Video: Paul Ryan Rocks the RNC

Reportedly, Paul Ryan worked on his speech for weeks, and it was a doozy. While it was a serious speech, he managed to zing Obama several times throughout, but as Charles Krauthammer said on Fox News afterward, it was “done more in sorrow than in anger”. It was a smart speech that addressed Medicare head on as only the wonkish Ryan can. We can already predict the unserious demagoguery the Obamacrats are going to deploy in Charlotte, next week, and it will fun to make a contrast.

Paul Ryan is sincere. He means what he says. Obama and the rest of the Dems Socialists who still stand with him will have nothing but scaremongering and lies to offer in Charlotte, and Obama’s lies are getting less convincing with each telling.

Part I

Part II

Part III

Videos via

Full prepared remarks of Paul Ryan’s RNC speech, here.

My favorite lines from the speech:

With all their attack ads, the president is just throwing away money — and he’s pretty experienced at that. You see, some people can’t be dragged down by the usual cheap tactics, because their ability, character, and plain decency are so obvious — and ladies and gentlemen, that is Mitt Romney.

President Barack Obama came to office during an economic crisis, as he has reminded us a time or two. (zing!)

The stimulus was a case of political patronage, corporate welfare, and cronyism at their worst. You, the working men and women of this country, were cut out of the deal. What did the taxpayers get out of the Obama stimulus? More debt. That money wasn’t just spent and wasted — it was borrowed, spent, and wasted.

Obamacare comes to more than two thousand pages of rules, mandates, taxes, fees, and fines that have no place in a free country.

So our opponents can consider themselves on notice. In this election, on this issue, the usual posturing on the Left isn’t going to work. Mitt Romney and I know the difference between protecting a program, and raiding it. Ladies and gentlemen, our nation needs this debate. We want this debate. We will win this debate.

It all started off with stirring speeches, Greek columns, the thrill of something new. Now all that’s left is a presidency adrift, surviving on slogans that already seem tired, grasping at a moment that has already passed, like a ship trying to sail on yesterday’s wind.

President Obama was asked not long ago to reflect on any mistakes he might have made. He said, well, “I haven’t communicated enough.” He said his job is to “tell a story to the American people” — as if that’s the whole problem here? He needs to talk more, and we need to be better listeners?
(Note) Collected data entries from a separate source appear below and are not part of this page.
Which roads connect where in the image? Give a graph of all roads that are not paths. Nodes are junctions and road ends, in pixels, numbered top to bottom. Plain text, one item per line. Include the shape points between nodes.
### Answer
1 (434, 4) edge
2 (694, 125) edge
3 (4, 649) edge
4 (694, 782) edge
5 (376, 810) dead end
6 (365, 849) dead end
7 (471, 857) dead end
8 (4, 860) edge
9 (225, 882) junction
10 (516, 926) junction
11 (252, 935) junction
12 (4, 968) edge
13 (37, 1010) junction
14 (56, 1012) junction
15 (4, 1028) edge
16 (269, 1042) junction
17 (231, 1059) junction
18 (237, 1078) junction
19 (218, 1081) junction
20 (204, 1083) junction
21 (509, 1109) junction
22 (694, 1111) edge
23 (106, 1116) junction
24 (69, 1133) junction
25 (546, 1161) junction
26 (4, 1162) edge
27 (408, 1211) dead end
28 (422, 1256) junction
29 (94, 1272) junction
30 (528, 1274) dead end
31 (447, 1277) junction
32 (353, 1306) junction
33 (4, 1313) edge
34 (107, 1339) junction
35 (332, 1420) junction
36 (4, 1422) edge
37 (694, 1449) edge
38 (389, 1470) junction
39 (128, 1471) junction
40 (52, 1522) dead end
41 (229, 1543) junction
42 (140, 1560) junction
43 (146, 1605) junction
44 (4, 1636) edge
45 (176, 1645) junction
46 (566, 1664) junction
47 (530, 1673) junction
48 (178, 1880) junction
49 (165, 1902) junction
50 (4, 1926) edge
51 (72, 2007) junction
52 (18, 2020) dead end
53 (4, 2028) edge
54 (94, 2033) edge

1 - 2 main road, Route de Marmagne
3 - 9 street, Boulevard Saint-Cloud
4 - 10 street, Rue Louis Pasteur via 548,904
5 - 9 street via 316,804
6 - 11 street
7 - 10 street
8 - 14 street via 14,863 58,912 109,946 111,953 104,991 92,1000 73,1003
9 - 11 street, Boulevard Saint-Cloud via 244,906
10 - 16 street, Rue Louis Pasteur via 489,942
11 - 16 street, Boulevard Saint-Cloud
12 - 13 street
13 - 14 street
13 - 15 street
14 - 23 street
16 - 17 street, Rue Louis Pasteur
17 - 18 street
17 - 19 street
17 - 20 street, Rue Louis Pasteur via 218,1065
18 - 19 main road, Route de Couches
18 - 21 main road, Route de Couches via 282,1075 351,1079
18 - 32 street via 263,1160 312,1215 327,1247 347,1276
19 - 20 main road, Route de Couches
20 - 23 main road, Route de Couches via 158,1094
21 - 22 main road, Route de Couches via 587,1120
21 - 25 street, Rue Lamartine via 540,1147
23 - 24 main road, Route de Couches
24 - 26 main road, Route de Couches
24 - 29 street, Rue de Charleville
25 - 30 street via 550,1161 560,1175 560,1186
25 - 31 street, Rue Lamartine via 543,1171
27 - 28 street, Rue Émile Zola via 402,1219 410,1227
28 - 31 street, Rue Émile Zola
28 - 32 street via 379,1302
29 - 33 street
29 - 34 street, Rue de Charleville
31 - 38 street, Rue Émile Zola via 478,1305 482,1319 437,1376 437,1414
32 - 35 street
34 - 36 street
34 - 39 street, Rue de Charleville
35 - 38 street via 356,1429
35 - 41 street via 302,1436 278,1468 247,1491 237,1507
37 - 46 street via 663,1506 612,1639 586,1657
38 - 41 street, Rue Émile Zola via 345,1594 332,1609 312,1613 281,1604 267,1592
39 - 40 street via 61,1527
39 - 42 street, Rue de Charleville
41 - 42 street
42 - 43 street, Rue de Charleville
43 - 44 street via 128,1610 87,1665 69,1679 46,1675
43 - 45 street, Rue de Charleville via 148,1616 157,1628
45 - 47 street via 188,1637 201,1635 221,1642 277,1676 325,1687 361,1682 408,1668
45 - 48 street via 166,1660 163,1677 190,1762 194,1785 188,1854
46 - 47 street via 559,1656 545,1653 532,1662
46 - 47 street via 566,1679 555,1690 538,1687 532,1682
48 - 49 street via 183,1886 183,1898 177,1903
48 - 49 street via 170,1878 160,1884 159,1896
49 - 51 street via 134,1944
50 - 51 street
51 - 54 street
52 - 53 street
Ladies and gentlemen, these past four years we have suffered no shortage of words in the White House. What’s missing is leadership in the White House. And the story that Barack Obama does tell, forever shifting blame to the last administration, is getting old. The man assumed office almost four years ago — isn’t it about time he assumed responsibility?

My Mom started a small business, and I’ve seen what it takes. Mom was 50 when my Dad died. She got on a bus every weekday for years, and rode 40 miles each morning to Madison. She earned a new degree and learned new skills to start her small business. It wasn’t just a new livelihood. It was a new life. And it transformed my Mom from a widow in grief to a small businesswoman whose happiness wasn’t just in the past. Her work gave her hope. It made our family proud. And to this day, my Mom is my role model.

President Obama is the kind of politician who puts promises on the record, and then calls that the record.

College graduates should not have to live out their 20s in their childhood bedrooms, staring up at fading Obama posters and wondering when they can move out and get going with life.

None of us have to settle for the best this administration offers — a dull, adventureless journey from one entitlement to the next, a government-planned life, a country where everything is free but us.

We’re a full generation apart, Governor Romney and I. And, in some ways, we’re a little different. There are the songs on his iPod, which I’ve heard on the campaign bus and on many hotel elevators. He actually urged me to play some of these songs at campaign rallies. I said, I hope it’s not a deal-breaker Mitt, but my playlist starts with AC/DC, and ends with Zeppelin.

Each of these great moral ideas is essential to democratic government — to the rule of law, to life in a humane and decent society. They are the moral creed of our country, as powerful in our time, as on the day of America’s founding. They are self-evident and unchanging, and sometimes, even presidents need reminding, that our rights come from nature and God, not from government.